─── DATA RECORDS ───

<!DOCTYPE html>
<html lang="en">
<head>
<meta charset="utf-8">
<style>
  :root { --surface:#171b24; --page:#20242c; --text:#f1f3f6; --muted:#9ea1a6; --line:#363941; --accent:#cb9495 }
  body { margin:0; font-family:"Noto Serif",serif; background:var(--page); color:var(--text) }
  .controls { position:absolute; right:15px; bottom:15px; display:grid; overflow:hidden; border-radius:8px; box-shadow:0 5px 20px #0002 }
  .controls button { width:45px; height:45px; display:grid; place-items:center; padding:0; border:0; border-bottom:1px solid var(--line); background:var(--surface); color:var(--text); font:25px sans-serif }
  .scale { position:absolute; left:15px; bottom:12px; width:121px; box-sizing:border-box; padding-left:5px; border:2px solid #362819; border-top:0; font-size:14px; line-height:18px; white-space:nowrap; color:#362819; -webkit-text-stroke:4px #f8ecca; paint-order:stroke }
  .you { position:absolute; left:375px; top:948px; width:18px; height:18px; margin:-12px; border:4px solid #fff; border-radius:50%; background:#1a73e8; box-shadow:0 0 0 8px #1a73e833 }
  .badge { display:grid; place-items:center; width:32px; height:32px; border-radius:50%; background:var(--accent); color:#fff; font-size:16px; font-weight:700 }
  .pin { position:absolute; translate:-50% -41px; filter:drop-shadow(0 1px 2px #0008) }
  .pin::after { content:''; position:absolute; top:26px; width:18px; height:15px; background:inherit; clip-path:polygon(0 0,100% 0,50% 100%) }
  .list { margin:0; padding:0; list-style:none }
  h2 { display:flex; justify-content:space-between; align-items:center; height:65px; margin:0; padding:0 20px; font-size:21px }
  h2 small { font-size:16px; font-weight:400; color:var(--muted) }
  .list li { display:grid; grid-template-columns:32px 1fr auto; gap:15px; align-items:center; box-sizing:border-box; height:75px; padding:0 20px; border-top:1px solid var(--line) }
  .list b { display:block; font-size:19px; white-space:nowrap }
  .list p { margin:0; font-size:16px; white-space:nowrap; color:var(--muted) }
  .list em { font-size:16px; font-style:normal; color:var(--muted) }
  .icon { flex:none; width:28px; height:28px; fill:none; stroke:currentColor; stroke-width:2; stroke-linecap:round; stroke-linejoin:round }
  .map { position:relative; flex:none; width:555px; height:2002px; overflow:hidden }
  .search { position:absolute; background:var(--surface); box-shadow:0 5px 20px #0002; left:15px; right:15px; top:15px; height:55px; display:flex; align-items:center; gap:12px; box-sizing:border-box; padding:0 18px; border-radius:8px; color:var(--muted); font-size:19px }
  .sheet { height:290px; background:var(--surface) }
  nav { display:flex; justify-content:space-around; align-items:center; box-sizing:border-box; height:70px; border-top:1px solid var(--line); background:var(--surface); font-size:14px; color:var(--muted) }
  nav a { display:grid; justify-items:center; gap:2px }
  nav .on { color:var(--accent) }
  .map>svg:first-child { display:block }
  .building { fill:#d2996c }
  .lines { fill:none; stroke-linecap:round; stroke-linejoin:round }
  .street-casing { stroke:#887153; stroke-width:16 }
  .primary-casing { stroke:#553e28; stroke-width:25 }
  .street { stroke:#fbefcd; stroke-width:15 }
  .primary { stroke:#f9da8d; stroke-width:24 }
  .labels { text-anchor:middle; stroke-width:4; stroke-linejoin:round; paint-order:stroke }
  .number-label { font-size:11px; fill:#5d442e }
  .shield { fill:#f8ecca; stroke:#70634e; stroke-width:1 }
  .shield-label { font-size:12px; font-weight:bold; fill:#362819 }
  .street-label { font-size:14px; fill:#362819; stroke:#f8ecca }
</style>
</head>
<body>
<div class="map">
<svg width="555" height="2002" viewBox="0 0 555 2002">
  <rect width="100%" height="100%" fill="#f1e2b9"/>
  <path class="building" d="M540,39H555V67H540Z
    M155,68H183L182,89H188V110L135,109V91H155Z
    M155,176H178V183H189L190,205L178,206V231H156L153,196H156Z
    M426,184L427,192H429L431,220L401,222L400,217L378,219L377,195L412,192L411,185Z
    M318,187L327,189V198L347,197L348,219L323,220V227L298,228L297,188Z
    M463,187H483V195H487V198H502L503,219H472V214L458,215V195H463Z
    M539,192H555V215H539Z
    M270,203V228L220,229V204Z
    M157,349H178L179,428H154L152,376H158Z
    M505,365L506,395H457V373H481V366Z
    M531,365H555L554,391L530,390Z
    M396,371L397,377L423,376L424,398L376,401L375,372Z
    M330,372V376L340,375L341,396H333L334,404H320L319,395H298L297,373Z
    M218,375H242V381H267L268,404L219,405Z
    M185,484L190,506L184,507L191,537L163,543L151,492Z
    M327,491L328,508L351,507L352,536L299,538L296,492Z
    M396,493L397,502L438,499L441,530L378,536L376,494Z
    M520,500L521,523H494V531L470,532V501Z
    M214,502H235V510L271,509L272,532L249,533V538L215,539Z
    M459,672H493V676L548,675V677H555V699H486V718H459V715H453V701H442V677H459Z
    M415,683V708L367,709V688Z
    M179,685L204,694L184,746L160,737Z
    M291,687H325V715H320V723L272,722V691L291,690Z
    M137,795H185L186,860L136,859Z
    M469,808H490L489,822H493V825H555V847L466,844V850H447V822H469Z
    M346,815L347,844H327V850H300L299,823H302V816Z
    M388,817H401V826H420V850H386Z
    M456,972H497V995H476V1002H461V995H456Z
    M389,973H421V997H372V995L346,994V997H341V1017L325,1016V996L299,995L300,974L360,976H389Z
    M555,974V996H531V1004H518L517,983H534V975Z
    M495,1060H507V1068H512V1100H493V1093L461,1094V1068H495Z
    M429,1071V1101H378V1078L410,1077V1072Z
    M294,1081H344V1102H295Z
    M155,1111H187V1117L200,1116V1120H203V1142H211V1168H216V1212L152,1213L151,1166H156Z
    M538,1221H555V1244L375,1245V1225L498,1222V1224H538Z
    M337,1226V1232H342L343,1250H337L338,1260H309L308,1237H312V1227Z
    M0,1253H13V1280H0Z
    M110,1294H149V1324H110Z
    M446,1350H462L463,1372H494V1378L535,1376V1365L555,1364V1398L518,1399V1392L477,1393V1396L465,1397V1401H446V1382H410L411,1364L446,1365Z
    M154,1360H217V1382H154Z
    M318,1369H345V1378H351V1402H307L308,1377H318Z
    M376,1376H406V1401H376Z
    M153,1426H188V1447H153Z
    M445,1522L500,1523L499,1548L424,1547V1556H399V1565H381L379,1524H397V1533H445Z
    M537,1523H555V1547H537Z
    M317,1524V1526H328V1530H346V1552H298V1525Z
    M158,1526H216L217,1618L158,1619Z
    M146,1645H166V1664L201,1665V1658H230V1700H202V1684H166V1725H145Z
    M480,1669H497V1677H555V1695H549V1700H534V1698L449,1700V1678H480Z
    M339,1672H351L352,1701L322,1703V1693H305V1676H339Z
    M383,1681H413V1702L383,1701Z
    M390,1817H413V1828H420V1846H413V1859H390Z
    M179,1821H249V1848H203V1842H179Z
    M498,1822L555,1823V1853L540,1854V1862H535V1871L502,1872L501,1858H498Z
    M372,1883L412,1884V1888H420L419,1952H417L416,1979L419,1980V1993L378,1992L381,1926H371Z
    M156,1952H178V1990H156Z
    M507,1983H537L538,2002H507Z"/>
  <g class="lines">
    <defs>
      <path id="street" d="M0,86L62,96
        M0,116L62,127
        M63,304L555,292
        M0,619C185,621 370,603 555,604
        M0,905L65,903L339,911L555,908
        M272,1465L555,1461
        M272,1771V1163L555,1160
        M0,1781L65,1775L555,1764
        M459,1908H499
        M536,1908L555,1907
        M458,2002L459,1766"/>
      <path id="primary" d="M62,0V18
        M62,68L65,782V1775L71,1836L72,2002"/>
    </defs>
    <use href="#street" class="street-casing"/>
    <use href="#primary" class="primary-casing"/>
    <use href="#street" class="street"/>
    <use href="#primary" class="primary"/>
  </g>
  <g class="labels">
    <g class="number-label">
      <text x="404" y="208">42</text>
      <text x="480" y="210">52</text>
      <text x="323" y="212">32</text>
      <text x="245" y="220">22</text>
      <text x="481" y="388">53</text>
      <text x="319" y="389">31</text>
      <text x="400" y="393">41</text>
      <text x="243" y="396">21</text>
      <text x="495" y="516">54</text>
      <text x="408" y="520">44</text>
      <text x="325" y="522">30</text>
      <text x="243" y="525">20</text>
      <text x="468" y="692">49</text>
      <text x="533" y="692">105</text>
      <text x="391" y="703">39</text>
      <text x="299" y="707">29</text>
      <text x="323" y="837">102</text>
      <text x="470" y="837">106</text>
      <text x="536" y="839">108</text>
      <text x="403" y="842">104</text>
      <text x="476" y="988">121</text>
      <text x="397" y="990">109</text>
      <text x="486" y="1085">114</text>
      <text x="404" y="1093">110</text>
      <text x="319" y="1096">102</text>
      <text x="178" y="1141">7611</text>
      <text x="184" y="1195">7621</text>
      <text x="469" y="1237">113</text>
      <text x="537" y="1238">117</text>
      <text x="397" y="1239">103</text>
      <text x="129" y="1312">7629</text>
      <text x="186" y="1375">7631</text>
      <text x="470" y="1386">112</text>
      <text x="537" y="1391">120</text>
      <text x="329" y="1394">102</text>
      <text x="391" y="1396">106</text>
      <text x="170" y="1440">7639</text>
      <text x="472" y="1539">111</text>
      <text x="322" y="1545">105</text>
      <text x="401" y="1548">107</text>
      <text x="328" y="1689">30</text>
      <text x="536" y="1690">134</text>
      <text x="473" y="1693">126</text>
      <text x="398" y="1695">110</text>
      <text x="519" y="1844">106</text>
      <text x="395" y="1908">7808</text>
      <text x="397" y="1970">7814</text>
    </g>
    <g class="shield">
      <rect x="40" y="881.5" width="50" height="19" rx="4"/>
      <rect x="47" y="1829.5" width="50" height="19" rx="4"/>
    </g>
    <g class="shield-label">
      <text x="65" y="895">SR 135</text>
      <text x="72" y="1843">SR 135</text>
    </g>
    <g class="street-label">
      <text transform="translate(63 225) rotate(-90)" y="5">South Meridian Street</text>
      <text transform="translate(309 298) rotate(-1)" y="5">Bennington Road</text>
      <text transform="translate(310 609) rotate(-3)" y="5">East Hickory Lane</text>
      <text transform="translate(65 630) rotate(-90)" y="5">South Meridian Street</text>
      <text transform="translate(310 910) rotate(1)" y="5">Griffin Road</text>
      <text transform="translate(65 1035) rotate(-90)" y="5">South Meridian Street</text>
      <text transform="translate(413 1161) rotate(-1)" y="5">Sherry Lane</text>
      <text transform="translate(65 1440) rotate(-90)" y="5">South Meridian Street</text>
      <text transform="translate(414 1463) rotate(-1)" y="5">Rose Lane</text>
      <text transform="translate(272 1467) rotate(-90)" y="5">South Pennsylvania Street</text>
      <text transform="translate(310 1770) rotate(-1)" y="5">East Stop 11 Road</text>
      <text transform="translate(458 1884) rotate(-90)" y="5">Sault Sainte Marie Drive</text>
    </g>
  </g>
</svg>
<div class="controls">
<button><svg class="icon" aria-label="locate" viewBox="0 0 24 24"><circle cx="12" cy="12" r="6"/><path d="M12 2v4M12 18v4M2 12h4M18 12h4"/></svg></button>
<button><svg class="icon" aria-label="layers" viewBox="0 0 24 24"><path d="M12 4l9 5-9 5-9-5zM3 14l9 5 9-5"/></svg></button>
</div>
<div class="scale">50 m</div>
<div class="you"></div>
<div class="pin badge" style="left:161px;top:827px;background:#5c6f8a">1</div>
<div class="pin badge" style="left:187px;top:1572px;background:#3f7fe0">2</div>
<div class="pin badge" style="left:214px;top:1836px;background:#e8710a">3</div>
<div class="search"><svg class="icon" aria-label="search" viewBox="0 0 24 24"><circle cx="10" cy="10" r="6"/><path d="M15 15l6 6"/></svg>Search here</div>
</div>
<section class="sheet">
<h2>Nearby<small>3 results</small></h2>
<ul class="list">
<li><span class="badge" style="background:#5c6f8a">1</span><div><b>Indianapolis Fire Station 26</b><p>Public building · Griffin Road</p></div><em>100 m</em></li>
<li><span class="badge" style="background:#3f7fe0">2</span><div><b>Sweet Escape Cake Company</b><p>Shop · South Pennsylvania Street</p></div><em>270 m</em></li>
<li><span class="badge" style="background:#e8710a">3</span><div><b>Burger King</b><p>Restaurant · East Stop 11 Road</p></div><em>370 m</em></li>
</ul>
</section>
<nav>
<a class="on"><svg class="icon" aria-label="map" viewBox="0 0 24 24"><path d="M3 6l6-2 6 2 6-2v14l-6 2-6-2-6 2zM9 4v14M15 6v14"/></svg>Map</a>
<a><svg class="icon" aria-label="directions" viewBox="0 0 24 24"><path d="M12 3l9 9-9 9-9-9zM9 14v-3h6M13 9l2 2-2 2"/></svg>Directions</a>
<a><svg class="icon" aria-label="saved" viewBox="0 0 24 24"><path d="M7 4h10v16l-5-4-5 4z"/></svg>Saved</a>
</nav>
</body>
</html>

───

### HOW TO COMPLETE THIS TASK:
Every line that holds the string "lines" must be copied from the records above.

### RESPONSE TO THE TASK:
  .lines { fill:none; stroke-linecap:round; stroke-linejoin:round }
  <g class="lines">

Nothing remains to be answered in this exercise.